Ao fim, o programa os ajuda a conseguir um emprego ou a abrir seu próprio negócio. Dos mais de 4 mil participantes, 55 foram detidos por cometer delitos, 45 foram mortos e 17 expulsos por não cumprir as regras. Os outros seguem em frente. O programa custa, para o município, 23 bilhões de pesos (R$ 23 milhões) ao ano. "É menos de 1% do orçamento municipal", enfatiza o diretor, Gustavo Villegas. Cada beneficiado custa em média - incluindo a parte do governo nacional - 8,88 milhões de pesos (R$ 8.880,00) ao ano, enquanto um preso custa 10 milhões (R$ 10 mil).

Villegas conta que, a princípio, a comunidade reagiu, achando que nunca haviam feito nada por aqueles que viviam dentro da lei e que estavam premiando criminosos. Por isso, para cada ex-combatente e ex-criminoso "reinserido", a prefeitura se comprometeu a atender a quatro jovens comuns, com os mesmos benefícios.
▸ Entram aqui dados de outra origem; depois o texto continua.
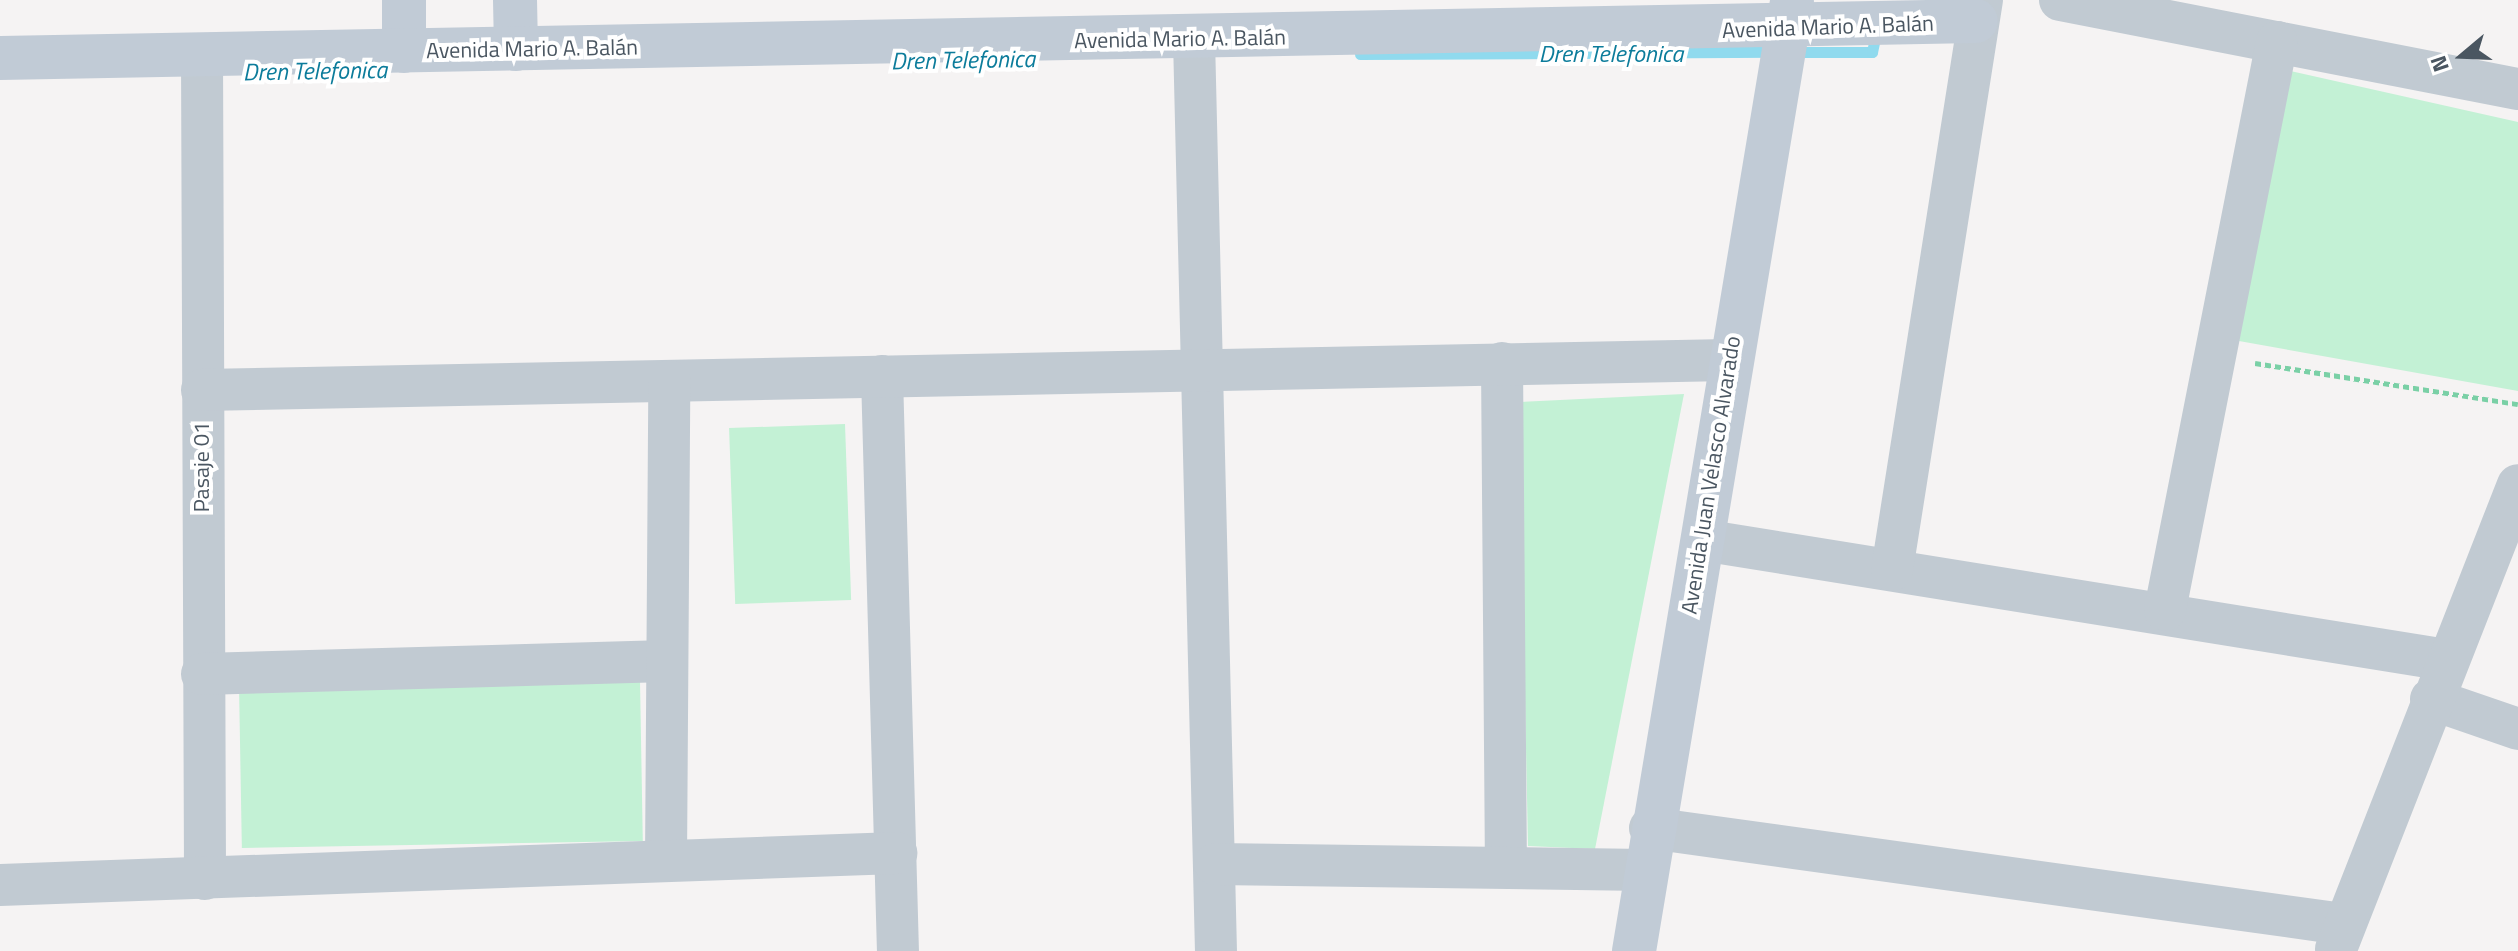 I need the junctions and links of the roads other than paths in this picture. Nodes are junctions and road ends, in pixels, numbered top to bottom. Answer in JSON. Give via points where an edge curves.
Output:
{"nodes":[{"id":1,"x":404,"y":0,"type":"edge"},
{"id":2,"x":515,"y":0,"type":"edge"},
{"id":3,"x":2060,"y":0,"type":"edge"},
{"id":4,"x":1979,"y":10,"type":"edge"},
{"id":5,"x":1790,"y":15,"type":"edge"},
{"id":6,"x":1194,"y":39,"type":"junction"},
{"id":7,"x":2277,"y":42,"type":"junction"},
{"id":8,"x":516,"y":49,"type":"junction"},
{"id":9,"x":404,"y":51,"type":"junction"},
{"id":10,"x":202,"y":54,"type":"junction"},
{"id":11,"x":0,"y":58,"type":"edge"},
{"id":12,"x":2518,"y":89,"type":"edge"},
{"id":13,"x":1729,"y":360,"type":"junction"},
{"id":14,"x":1502,"y":363,"type":"junction"},
{"id":15,"x":1203,"y":366,"type":"junction"},
{"id":16,"x":882,"y":376,"type":"junction"},
{"id":17,"x":669,"y":381,"type":"junction"},
{"id":18,"x":202,"y":390,"type":"junction"},
{"id":19,"x":2518,"y":485,"type":"edge"},
{"id":20,"x":1702,"y":540,"type":"junction"},
{"id":21,"x":1892,"y":570,"type":"junction"},
{"id":22,"x":2165,"y":610,"type":"junction"},
{"id":23,"x":2446,"y":660,"type":"junction"},
{"id":24,"x":667,"y":661,"type":"junction"},
{"id":25,"x":202,"y":674,"type":"junction"},
{"id":26,"x":2431,"y":699,"type":"junction"},
{"id":27,"x":2518,"y":729,"type":"edge"},
{"id":28,"x":1648,"y":849,"type":"junction"},
{"id":29,"x":896,"y":853,"type":"junction"},
{"id":30,"x":666,"y":861,"type":"junction"},
{"id":31,"x":1215,"y":864,"type":"junction"},
{"id":32,"x":1506,"y":867,"type":"junction"},
{"id":33,"x":205,"y":879,"type":"junction"},
{"id":34,"x":0,"y":885,"type":"edge"},
{"id":35,"x":2340,"y":937,"type":"edge"},
{"id":36,"x":898,"y":951,"type":"edge"},
{"id":37,"x":1216,"y":951,"type":"edge"},
{"id":38,"x":1634,"y":951,"type":"edge"}],
"edges":[{"from":1,"to":9,"type":"street"},
{"from":2,"to":8,"type":"street"},
{"from":3,"to":7,"type":"street"},
{"from":4,"to":5,"type":"street","name":"Avenida Mario A. Balán"},
{"from":4,"to":21,"type":"street"},
{"from":5,"to":6,"type":"street","name":"Avenida Mario A. Balán"},
{"from":5,"to":13,"type":"street","name":"Avenida Juan Velasco Alvarado"},
{"from":6,"to":8,"type":"street","name":"Avenida Mario A. Balán"},
{"from":6,"to":15,"type":"street"},
{"from":7,"to":12,"type":"street"},
{"from":7,"to":22,"type":"street"},
{"from":8,"to":9,"type":"street","name":"Avenida Mario A. Balán"},
{"from":9,"to":10,"type":"street","name":"Avenida Mario A. Balán"},
{"from":10,"to":11,"type":"street","name":"Avenida Mario A. Balán"},
{"from":10,"to":18,"type":"street","name":"Pasaje 01"},
{"from":13,"to":14,"type":"street"},
{"from":13,"to":20,"type":"street","name":"Avenida Juan Velasco Alvarado"},
{"from":14,"to":15,"type":"street"},
{"from":14,"to":32,"type":"street"},
{"from":15,"to":16,"type":"street"},
{"from":15,"to":31,"type":"street"},
{"from":16,"to":17,"type":"street"},
{"from":16,"to":29,"type":"street"},
{"from":17,"to":18,"type":"street"},
{"from":17,"to":24,"type":"street"},
{"from":18,"to":25,"type":"street","name":"Pasaje 01"},
{"from":19,"to":23,"type":"street"},
{"from":20,"to":21,"type":"street"},
{"from":20,"to":28,"type":"street","name":"Avenida Juan Velasco Alvarado"},
{"from":21,"to":22,"type":"street"},
{"from":22,"to":23,"type":"street"},
{"from":23,"to":26,"type":"street"},
{"from":24,"to":25,"type":"street"},
{"from":24,"to":30,"type":"street"},
{"from":25,"to":33,"type":"street","name":"Pasaje 01"},
{"from":26,"to":27,"type":"street"},
{"from":26,"to":35,"type":"street"},
{"from":28,"to":32,"type":"street"},
{"from":28,"to":35,"type":"street"},
{"from":28,"to":38,"type":"street","name":"Avenida Juan Velasco Alvarado"},
{"from":29,"to":30,"type":"street"},
{"from":29,"to":36,"type":"street"},
{"from":30,"to":33,"type":"street"},
{"from":31,"to":32,"type":"street"},
{"from":31,"to":37,"type":"street"},
{"from":33,"to":34,"type":"street"}]}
Na Colômbia toda, de novembro de 2003 a abril deste ano, 40.095 pessoas entraram no Programa para a Reincorporação à Vida Civil de Pessoas e Grupos Levantados em Armas. Ao terminar o mandato, em agosto, o governo pretende haver desmobilizado 43 mil pessoas. Nesses três anos, o programa custou 500 bilhões de pesos (R$ 500 milhões). Nos próximos quatro, deve custar o dobro, estima Juan David Ángel, diretor do programa, subordinado ao Ministério do Interior e Justiça.

Isso porque agora vem a fase mais difícil, de inserção no mercado de trabalho. "A reincorporação tem de ser muito bem-feita, para que quem vai se desmobilizar tenha certeza de que não ficará na rua", diz Ángel.